DeVault: Announcing the Hare programming language

Posted May 4, 2022 19:06 UTC (Wed) by khim (subscriber, #9252)
In reply to: DeVault: Announcing the Hare programming language by mathstuf
Parent article: DeVault: Announcing the Hare programming language

> That was me I believe.

That was different discussion.

> There is work to figure out what these rules actually are and how to put them into standard-ese ("pointer zap" is the search term to use for the paper titles).

This would have been great if, while these rules are not finalized, compilers produced working programs by default.

Instead clang not just breaks programs by default, it even refuses to provide -fno-provenance switch which may be used to stop miscompiling them!

And it's not as if rules were actually designed, presented to C/C++ committee (like happend with DR 236) then rejected because of typical committee politics. At least then you can say “yes, changes to the standard are not accepted yet, but you can read about our rules here”.

Instead, for two decades compilers silently miscompiled valid programs and their developers offered no rules which software developers can follow to develop programs which wouldn't be miscompiled!
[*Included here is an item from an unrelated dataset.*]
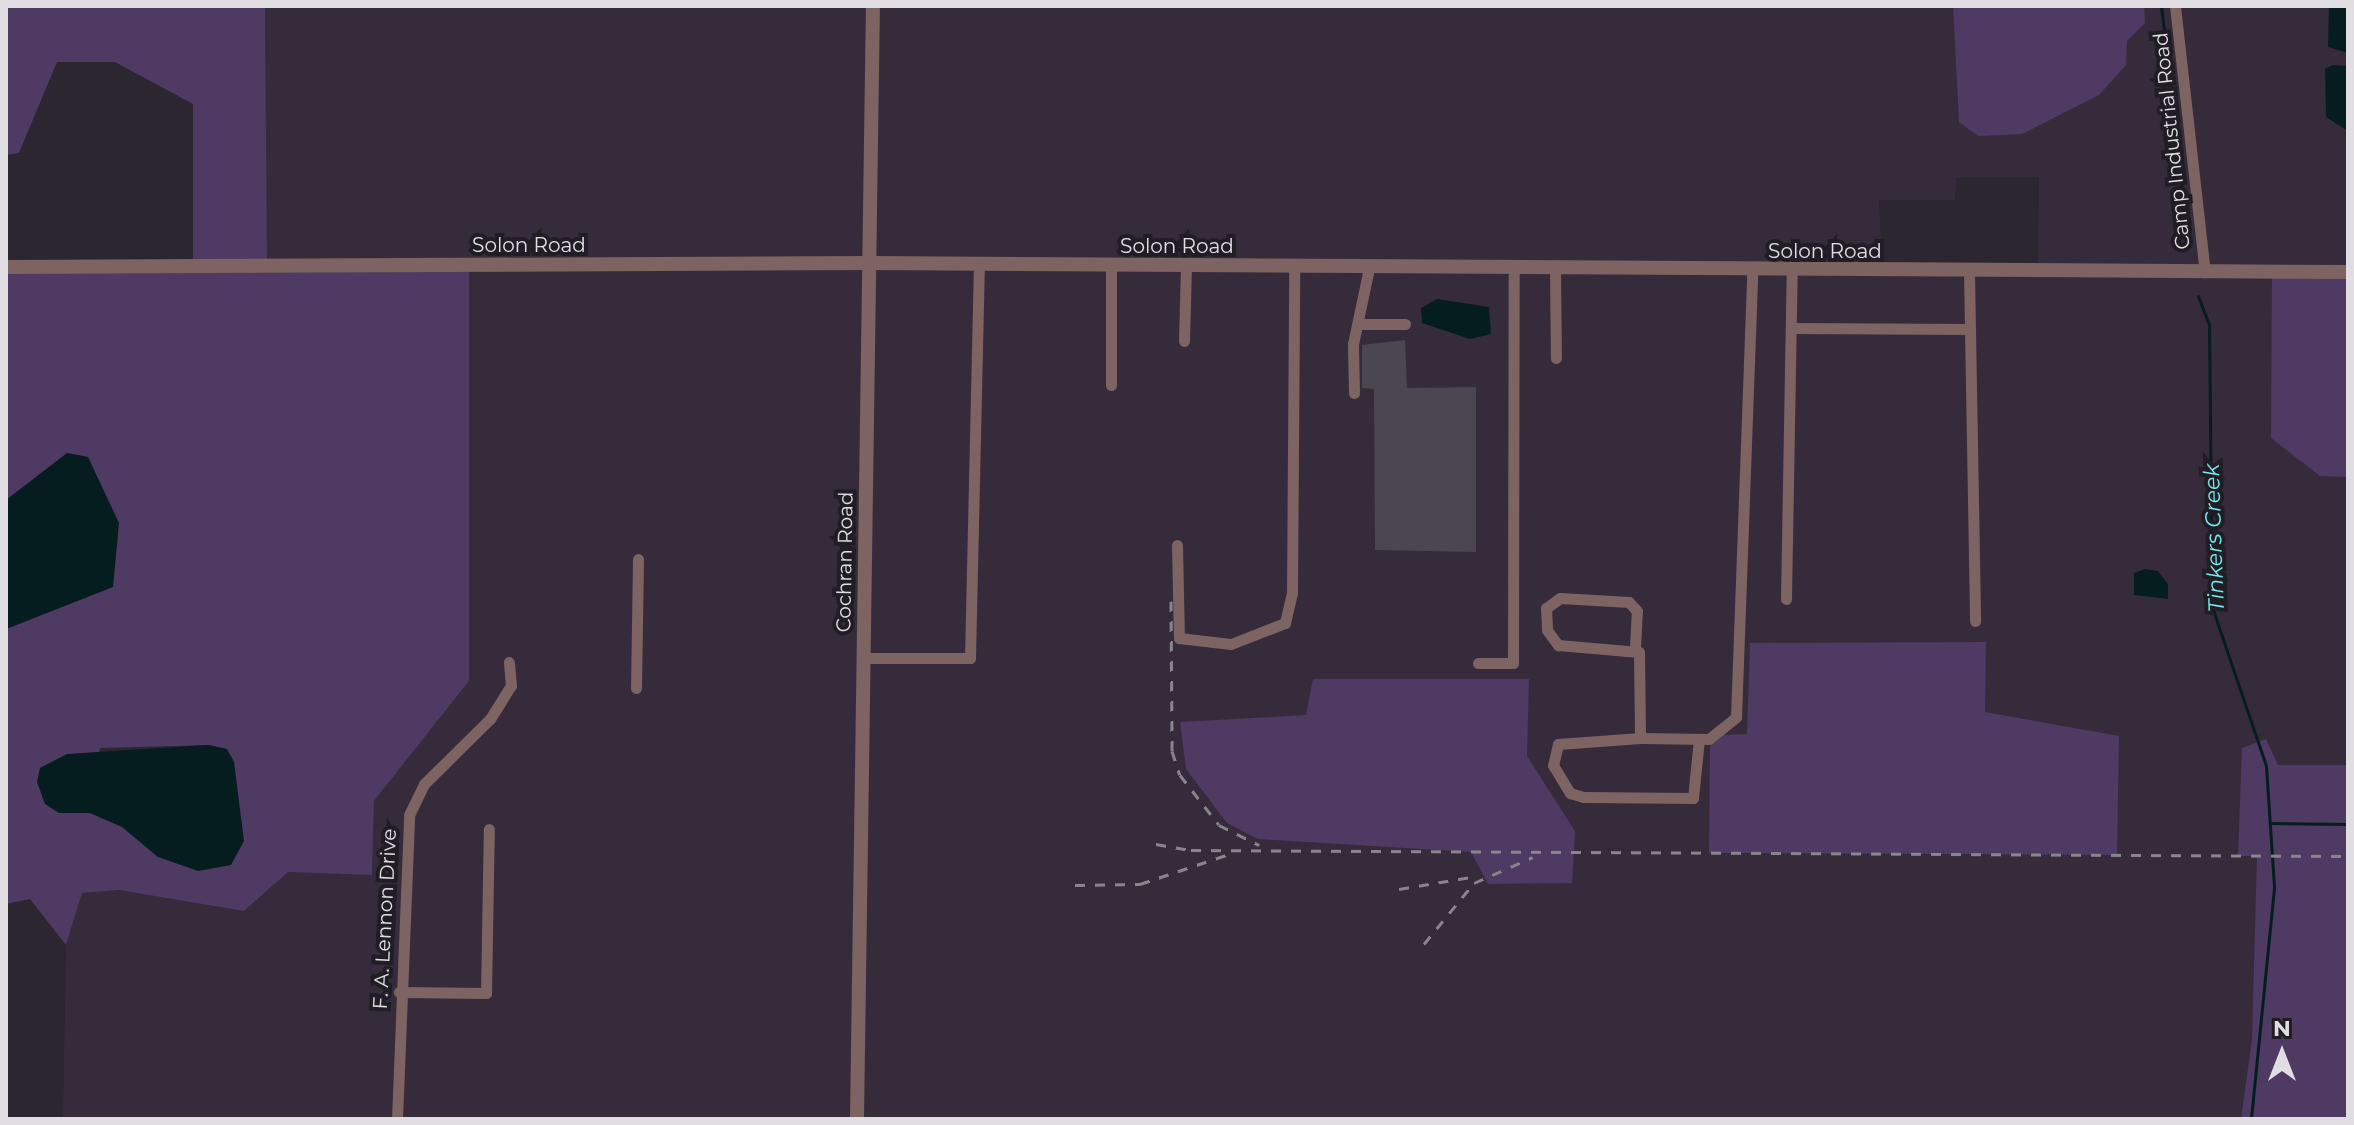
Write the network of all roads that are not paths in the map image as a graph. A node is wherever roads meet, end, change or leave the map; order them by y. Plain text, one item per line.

That's an act of deliberate sabotage. And, worst of all, it have only gained prominence because of Rust: since Rust developers actually care about program correctness (and because LLVM miscompiled programs which they believed to be correct) they tried to find the actual list of rules that govern provenance in C/C++… and found nothing.

Yes, this provenance fiasco is awful blow against C/C++ compiler developers. You couldn't say “standard is a treaty, you have to follow it” and then turn around and add “oh, but it's too hard for me to follow it, thus I would violate it whenever it would suit me”. That's not a treaty anymore, it's a joke.

But even then: the way forward is not to ignore the rules, but an attempt to patch them. Ideally new compilers should be written which would actually obey some rules, but that's too big of an endeavor, I don't think it'll happen.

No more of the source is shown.